# Pomocy przy prostym skrypcie SHUTDOWN

## rybik

Witam

Nie potrafie pisać skryptów a potrzebuję wyłączyć system jako user po kliknięciu na ikonę (bez potwierdzenia zamknięcia systemu).Znalazlem w google stronę

https://fitzcarraldoblog.wordpress.com/2015/09/06/gentoo-linux-run-a-script-at-shutdown-but-not-when-rebooting/

robię skrypt i nadaję mu wykonalność

```
#!/bin/bash

if [ `who -r | awk '{print $2}'` = "0" ]; then

  ######################################################################

  # Put Bash commands here to be executed on shutdown but not on reboot.

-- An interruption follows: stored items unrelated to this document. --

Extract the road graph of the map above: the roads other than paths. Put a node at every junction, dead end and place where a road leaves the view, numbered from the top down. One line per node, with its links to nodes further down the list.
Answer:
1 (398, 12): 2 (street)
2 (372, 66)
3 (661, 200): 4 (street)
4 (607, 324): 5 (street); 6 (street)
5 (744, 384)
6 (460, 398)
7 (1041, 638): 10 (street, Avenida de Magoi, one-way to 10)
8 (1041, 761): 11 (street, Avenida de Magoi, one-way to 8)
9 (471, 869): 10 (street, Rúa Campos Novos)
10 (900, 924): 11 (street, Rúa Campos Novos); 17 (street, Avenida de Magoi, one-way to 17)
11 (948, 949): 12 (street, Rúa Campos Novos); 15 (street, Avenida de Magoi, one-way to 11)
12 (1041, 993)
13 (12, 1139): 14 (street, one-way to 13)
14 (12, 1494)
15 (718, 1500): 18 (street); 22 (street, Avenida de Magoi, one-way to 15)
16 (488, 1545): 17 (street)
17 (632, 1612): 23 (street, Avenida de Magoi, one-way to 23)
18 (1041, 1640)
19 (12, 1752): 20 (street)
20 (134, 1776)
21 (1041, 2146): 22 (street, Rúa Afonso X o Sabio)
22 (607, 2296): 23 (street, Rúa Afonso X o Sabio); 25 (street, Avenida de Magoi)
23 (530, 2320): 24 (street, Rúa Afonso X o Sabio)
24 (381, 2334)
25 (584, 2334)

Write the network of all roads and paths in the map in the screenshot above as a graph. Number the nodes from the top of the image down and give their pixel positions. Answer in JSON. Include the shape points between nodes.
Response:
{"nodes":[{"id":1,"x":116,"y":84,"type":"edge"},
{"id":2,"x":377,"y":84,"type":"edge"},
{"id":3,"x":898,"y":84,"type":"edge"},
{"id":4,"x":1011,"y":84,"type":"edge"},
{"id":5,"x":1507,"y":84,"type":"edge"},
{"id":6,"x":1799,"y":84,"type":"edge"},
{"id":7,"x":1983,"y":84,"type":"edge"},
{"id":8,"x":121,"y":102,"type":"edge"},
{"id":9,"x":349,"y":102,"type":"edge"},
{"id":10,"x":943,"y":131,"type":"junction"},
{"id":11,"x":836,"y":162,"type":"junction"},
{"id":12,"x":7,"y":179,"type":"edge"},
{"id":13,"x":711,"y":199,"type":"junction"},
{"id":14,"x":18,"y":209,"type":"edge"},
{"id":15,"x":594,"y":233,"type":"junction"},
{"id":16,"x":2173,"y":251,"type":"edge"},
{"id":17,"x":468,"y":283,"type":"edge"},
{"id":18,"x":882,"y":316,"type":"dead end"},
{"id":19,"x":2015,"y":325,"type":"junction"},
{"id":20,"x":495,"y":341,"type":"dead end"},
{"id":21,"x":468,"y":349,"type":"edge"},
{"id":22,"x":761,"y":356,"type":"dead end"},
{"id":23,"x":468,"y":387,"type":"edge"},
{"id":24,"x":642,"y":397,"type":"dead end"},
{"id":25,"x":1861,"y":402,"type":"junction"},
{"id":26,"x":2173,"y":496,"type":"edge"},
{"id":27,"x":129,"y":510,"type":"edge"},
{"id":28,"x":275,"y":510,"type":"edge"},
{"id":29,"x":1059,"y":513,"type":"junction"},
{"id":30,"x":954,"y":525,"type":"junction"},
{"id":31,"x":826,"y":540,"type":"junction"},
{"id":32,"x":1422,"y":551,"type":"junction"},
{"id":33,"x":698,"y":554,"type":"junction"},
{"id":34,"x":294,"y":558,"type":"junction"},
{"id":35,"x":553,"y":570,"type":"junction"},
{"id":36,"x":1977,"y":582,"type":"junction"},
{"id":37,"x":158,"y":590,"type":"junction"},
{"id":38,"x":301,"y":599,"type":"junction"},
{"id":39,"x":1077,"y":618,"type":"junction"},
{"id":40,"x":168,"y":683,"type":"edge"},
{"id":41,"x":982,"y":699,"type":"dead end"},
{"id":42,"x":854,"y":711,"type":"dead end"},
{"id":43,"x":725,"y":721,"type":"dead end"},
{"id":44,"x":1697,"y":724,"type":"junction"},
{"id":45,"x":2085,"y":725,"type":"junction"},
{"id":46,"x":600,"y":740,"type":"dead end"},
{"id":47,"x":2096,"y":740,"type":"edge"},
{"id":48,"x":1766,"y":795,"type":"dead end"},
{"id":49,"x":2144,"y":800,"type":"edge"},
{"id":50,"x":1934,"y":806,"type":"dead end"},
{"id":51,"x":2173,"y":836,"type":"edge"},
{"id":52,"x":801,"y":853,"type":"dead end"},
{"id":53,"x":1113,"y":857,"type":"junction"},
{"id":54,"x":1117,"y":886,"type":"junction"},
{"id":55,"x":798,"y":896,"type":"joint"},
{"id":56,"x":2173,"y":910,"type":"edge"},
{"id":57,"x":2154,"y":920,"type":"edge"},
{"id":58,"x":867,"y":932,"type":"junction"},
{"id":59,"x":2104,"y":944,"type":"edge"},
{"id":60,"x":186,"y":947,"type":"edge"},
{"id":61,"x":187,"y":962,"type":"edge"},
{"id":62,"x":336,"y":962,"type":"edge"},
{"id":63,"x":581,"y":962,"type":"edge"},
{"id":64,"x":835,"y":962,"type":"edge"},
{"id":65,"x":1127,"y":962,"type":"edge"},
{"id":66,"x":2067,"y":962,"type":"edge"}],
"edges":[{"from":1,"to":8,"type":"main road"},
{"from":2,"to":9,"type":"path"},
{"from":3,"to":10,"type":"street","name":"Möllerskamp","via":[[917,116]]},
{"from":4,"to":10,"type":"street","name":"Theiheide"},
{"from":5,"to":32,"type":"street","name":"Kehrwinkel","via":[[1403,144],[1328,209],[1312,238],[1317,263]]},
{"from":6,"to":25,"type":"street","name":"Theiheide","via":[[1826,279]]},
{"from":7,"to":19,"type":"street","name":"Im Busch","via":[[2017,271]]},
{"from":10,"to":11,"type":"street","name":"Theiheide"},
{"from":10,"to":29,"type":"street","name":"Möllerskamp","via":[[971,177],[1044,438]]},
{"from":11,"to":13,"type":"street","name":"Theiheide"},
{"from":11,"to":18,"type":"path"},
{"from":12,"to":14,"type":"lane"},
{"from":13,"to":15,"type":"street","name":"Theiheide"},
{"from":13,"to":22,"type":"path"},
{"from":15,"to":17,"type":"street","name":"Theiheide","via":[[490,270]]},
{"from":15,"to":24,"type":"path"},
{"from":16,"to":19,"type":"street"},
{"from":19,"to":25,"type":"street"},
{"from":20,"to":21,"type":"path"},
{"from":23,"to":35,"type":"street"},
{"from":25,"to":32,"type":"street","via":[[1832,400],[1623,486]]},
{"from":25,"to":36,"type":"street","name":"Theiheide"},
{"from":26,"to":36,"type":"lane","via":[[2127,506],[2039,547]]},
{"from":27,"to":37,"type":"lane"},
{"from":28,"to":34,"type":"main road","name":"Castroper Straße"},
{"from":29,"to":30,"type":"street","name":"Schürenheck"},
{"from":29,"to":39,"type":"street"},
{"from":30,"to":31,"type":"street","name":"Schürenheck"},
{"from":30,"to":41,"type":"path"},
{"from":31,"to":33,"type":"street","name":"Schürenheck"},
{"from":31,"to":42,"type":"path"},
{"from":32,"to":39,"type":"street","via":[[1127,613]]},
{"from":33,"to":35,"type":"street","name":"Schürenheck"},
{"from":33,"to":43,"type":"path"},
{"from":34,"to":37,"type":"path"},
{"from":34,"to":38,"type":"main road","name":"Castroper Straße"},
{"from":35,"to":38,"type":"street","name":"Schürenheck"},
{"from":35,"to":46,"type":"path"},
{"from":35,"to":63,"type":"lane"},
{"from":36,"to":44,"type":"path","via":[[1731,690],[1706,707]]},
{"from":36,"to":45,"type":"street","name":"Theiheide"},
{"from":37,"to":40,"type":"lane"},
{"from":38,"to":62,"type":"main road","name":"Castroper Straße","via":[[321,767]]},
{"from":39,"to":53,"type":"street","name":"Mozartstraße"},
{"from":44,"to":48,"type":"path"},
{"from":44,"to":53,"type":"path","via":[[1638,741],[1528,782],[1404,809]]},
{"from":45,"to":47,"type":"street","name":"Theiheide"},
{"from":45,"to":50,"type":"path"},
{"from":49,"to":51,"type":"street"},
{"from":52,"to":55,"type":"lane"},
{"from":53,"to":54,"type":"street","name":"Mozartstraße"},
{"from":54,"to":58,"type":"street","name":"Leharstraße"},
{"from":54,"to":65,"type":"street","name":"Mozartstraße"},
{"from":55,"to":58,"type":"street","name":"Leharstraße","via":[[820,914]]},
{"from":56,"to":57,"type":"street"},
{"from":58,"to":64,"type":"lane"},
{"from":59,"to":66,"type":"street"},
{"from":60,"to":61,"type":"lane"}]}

  ######################################################################

fi

$
```

i nie odpala się.Otrzymuje komunikat

```
$ /etc/local.d/10-run_on_shutdown.stop

/etc/local.d/10-run_on_shutdown.stop: linia 3: błąd składni przy nieoczekiwanym znaczniku `fi'

/etc/local.d/10-run_on_shutdown.stop: linia 3: `fi'

```

umie ktoś poprawić to,tak by skrypt zadziałał?

Z gory dziekuję

----------

## Jacekalex

Nie tędy droga.

Zainteresuj się pakietem sudo.

https://wiki.gentoo.org/wiki/Sudo

Jak zainstalujesz, skonfiguruj, żeby dla twojego usera albo grupy nie żadał hasła, np:

```
%wheel localhost=(root) NOPASSWD: /sbin/halt, /sbin/shutdown, /sbin/reboot , /sbin/poweroff 
```

Edycja /etc/sudoers wyłącznie przez polecenie (z uprawnieniami roota):

```
EDITOR="{Twój ulubiony edytor tekstowy}" visudo
```

z konta root, nawet nie próbuj inaczej.

Jak będziesz mógł odpalać poweroff bez hasła, to potem w skrócie na Pulpicie podasz:

```
sudo poweroff
```

 jako polecenie, i musi działać.

Możesz też  użyć mechanizmu ACPI,  np wyłączać kompa przyciskiem power, wymaga to zmodyfikowania skryptu /etc/apci/default.sh.

Przykład:

```

...

case "$group" in

   button)

      case "$action" in

         power)

        ######## dodałem osobiście  ########

               /sbin/shutdown -h now;      

         ######### koniec dodanego kawałka  ####### 

            #/etc/acpi/actions/powerbtn.sh

            ;;

         # if your laptop doesnt turn on/off the display via hardware

         # switch and instead just generates an acpi event, you can force

         # X to turn off the display via dpms.  note you will have to run

         # 'xhost +local:0' so root can access the X DISPLAY.

         #lid)

         #   xset dpms force off

         #   ;;

         *)   log_unhandled $* ;;

      esac

      ;;

...

```

Pozdro

 :Cool: 

----------

## sebas86

Po wypowiedzi sądzę, że korzystasz z graficznej sesji. Gdybyś jeszcze powiedział z jakiego środowiska graficznego korzystasz można byłoby podać rozwiązanie na tacy.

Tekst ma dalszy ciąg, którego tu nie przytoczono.